**What you will do**
Scan the entries and copy each line where the word "graph" is present.

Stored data
╔══
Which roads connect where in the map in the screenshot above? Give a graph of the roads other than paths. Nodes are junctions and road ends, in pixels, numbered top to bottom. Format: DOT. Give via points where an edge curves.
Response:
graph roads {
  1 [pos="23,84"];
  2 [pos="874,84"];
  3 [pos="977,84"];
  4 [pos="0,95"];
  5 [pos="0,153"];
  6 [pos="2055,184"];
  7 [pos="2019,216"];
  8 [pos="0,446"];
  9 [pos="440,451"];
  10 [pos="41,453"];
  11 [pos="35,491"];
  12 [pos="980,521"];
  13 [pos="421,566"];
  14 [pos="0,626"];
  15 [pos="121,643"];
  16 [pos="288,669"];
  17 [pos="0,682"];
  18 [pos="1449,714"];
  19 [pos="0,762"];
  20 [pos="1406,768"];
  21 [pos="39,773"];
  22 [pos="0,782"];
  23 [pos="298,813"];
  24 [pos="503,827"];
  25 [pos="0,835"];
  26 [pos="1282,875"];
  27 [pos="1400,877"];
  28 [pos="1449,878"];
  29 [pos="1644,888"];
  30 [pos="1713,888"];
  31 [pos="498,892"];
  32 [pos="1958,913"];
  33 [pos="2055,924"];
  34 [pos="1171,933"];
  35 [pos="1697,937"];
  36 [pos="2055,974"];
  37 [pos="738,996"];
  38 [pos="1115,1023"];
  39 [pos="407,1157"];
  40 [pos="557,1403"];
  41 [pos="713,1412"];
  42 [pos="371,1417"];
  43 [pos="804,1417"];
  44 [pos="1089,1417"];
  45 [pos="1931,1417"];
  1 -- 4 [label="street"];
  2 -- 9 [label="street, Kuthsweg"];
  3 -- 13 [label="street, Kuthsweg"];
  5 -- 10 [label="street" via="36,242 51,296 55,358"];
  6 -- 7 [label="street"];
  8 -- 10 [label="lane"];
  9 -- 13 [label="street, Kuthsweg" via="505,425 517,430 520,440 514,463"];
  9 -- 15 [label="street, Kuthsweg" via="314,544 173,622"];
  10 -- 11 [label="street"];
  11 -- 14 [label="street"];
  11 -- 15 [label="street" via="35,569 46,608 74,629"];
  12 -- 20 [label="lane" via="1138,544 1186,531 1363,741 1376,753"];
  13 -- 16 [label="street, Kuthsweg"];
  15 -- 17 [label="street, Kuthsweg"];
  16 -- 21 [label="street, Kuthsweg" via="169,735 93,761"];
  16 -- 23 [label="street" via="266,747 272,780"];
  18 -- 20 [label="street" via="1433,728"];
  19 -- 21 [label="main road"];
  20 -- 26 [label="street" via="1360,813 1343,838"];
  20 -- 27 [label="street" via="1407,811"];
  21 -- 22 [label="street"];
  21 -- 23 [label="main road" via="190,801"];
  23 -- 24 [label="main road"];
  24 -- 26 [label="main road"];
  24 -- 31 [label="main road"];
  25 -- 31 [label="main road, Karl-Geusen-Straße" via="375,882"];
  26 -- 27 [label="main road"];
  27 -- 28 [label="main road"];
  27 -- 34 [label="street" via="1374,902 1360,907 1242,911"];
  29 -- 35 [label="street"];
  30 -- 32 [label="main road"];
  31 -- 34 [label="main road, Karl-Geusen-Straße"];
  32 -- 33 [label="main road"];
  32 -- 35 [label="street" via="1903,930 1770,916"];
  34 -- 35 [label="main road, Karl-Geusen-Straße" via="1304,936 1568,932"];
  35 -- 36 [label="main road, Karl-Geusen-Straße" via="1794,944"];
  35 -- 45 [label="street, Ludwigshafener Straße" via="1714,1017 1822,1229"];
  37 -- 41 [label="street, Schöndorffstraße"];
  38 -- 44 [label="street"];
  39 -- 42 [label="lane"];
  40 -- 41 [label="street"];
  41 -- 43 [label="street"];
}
╚══
**Answer area**
Which roads connect where in the map in the screenshot above? Give a graph of the roads other than paths. Nodes are junctions and road ends, in pixels, numbered top to bottom. Format: DOT. Give via points where an edge curves.
graph roads {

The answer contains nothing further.